Content starts

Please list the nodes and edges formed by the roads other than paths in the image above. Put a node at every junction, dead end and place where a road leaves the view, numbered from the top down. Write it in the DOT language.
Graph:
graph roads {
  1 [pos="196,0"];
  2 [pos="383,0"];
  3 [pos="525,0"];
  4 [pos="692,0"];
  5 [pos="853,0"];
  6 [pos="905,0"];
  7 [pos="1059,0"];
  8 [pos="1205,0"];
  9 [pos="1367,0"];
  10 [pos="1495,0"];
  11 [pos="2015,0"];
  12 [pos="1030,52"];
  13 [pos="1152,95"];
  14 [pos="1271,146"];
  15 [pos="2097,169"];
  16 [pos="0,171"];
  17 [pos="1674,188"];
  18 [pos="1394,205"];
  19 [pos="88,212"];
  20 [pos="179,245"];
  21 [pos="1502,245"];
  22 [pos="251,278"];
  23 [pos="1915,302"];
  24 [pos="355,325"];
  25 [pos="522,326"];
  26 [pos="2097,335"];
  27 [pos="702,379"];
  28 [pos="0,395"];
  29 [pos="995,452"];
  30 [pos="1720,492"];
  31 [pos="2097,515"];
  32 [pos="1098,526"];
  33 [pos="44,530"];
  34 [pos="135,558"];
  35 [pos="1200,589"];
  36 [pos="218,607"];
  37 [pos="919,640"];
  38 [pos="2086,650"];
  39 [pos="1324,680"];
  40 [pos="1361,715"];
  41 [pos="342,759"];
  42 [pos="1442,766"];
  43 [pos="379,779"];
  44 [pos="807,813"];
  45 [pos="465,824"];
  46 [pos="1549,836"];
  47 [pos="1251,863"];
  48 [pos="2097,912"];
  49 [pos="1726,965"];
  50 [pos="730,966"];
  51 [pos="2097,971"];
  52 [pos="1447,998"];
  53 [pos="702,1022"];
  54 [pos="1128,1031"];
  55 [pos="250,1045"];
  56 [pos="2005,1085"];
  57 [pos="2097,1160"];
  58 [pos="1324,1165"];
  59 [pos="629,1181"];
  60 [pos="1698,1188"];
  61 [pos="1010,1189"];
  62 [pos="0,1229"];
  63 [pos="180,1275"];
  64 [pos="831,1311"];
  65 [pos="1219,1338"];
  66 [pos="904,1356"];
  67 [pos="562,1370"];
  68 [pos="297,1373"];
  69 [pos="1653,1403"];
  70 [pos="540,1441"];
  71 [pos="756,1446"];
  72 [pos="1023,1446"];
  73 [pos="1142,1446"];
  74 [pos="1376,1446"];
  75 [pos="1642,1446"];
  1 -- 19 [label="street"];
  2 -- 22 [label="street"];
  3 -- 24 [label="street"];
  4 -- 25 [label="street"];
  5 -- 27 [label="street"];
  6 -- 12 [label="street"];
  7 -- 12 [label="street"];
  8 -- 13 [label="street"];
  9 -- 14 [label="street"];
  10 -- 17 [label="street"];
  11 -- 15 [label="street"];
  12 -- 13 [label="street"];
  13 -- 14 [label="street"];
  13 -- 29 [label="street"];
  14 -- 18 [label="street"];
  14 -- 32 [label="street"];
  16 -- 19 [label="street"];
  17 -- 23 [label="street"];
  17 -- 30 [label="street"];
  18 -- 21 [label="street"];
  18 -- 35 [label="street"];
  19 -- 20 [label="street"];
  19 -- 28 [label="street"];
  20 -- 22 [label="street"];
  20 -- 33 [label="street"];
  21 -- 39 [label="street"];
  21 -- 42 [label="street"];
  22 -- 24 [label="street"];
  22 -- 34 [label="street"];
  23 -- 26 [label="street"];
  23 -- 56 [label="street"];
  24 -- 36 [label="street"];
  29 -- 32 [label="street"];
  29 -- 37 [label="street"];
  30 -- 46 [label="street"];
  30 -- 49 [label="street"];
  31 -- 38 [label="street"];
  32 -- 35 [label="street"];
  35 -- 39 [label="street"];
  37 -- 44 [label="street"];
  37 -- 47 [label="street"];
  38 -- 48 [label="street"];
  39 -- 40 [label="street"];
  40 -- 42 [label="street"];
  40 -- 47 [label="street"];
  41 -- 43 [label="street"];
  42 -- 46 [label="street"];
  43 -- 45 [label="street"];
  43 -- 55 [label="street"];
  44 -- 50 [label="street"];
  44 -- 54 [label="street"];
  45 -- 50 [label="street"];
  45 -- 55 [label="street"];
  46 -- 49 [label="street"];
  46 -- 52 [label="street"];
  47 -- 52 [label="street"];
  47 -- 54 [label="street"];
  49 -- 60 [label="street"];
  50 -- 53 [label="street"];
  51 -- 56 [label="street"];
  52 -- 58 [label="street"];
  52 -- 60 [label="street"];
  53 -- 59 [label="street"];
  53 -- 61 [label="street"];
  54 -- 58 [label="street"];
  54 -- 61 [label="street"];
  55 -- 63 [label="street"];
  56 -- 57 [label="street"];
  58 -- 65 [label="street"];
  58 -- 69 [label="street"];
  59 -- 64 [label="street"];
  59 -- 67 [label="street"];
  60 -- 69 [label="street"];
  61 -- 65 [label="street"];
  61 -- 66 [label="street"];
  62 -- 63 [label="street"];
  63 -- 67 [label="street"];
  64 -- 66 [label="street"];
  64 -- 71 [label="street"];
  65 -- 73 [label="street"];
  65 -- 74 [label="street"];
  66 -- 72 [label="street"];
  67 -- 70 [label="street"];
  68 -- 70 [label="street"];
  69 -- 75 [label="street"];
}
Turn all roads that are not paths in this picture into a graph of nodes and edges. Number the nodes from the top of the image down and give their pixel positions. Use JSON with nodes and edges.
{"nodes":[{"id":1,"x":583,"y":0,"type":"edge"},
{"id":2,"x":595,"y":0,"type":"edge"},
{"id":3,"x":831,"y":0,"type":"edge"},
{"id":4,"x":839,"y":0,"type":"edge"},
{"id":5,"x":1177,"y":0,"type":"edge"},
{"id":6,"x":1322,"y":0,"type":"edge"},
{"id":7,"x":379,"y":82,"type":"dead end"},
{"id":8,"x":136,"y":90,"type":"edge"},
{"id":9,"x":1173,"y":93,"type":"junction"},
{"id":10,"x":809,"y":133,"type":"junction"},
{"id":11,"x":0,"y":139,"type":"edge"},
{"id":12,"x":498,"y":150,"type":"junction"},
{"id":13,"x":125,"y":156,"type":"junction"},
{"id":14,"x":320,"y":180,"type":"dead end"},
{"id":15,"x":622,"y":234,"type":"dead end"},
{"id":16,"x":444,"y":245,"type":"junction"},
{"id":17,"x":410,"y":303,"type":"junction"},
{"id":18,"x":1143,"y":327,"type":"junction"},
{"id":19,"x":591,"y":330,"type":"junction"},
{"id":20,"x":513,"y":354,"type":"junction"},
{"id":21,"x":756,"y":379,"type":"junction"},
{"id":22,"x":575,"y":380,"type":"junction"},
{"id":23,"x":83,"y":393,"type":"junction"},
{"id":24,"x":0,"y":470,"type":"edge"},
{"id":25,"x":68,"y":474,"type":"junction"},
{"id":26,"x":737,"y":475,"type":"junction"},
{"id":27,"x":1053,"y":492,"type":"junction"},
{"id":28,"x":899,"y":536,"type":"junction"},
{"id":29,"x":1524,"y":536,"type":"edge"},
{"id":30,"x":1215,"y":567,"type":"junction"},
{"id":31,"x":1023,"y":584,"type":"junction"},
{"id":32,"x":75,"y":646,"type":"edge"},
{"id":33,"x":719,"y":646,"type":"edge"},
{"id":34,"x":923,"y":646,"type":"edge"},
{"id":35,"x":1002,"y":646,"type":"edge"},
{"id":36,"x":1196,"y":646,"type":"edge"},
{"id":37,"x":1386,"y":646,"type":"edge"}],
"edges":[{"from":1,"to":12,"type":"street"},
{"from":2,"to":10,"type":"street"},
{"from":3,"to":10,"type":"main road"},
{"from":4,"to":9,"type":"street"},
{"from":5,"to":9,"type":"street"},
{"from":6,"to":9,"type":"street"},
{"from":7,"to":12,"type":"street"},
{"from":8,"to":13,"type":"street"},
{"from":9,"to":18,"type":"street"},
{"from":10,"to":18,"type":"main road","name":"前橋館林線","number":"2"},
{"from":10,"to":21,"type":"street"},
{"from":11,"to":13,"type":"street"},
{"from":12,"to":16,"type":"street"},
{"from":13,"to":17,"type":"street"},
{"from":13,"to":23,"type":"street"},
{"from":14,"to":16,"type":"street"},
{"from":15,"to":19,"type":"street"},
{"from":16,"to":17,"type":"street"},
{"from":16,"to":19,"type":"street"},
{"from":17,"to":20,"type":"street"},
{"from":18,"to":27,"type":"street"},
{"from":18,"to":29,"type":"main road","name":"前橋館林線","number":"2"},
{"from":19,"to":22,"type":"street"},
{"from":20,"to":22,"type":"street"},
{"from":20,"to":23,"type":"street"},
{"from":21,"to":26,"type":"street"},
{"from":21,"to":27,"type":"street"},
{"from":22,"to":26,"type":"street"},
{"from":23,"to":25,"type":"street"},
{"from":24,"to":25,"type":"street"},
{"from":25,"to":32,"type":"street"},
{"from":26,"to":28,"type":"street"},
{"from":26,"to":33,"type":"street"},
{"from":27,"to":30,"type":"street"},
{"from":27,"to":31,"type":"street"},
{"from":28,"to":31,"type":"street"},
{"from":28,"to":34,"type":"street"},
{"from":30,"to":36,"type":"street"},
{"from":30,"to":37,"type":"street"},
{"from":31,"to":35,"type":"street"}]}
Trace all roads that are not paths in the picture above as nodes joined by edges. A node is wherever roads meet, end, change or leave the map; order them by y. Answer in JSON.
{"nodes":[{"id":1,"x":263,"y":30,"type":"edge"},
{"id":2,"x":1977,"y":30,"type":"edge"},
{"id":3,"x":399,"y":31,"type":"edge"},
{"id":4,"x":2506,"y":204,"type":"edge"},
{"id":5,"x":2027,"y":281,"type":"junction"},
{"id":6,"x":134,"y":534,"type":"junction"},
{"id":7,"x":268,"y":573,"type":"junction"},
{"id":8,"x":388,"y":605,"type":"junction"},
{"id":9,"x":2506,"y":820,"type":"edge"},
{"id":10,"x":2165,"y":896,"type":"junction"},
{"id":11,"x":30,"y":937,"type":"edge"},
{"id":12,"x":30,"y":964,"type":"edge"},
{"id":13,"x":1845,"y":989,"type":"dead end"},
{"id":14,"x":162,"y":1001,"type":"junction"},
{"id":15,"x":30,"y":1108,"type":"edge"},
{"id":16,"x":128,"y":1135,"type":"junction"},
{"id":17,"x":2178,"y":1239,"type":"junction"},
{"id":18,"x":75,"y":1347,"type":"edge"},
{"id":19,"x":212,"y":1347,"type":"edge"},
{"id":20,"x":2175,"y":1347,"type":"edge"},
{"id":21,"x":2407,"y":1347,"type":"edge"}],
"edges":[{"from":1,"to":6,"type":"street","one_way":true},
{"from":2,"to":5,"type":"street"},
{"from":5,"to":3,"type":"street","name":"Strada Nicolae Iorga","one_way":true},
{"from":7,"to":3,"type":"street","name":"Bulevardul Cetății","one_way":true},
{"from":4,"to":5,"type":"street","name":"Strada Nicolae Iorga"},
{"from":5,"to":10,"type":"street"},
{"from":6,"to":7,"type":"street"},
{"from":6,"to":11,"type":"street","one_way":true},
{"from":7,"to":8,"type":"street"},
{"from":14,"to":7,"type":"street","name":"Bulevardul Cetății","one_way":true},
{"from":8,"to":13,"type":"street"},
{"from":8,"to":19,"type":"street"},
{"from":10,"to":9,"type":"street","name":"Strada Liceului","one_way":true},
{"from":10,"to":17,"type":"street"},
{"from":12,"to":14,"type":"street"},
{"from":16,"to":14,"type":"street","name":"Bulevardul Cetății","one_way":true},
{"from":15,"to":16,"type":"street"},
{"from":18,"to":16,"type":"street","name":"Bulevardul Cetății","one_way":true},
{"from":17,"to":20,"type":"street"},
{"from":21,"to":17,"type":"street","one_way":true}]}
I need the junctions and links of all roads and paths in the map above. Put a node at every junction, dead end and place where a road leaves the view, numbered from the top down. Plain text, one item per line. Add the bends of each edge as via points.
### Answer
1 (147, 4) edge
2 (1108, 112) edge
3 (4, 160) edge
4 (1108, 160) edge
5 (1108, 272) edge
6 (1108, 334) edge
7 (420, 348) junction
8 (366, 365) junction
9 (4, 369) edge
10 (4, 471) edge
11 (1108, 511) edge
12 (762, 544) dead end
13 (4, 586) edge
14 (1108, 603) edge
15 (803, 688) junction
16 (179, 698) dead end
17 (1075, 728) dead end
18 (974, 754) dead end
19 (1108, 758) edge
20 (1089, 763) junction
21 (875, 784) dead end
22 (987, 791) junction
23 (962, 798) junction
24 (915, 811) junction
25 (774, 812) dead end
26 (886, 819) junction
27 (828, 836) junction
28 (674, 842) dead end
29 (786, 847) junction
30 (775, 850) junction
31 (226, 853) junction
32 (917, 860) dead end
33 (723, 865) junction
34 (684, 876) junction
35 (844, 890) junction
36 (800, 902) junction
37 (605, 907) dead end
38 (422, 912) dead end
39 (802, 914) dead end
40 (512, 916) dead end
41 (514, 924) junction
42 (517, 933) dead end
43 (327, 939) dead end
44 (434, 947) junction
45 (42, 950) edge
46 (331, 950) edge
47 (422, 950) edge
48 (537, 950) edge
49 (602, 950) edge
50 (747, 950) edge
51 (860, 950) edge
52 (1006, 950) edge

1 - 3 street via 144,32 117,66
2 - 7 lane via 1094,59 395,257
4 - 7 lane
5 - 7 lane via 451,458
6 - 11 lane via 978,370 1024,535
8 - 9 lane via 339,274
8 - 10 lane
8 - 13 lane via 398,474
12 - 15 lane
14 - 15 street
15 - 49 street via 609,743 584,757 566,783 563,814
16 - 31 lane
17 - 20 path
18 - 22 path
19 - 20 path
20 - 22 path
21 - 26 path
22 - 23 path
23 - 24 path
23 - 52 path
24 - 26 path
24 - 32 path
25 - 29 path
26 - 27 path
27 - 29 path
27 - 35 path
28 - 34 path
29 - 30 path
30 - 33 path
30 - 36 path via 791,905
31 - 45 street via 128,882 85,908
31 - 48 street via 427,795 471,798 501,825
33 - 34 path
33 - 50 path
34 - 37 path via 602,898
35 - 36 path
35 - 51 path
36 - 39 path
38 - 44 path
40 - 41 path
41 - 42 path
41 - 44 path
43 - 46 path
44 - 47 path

Content ends

Task item: Go through the records and count every line with the word "lane"; the answer is the number alone.

Reply: 9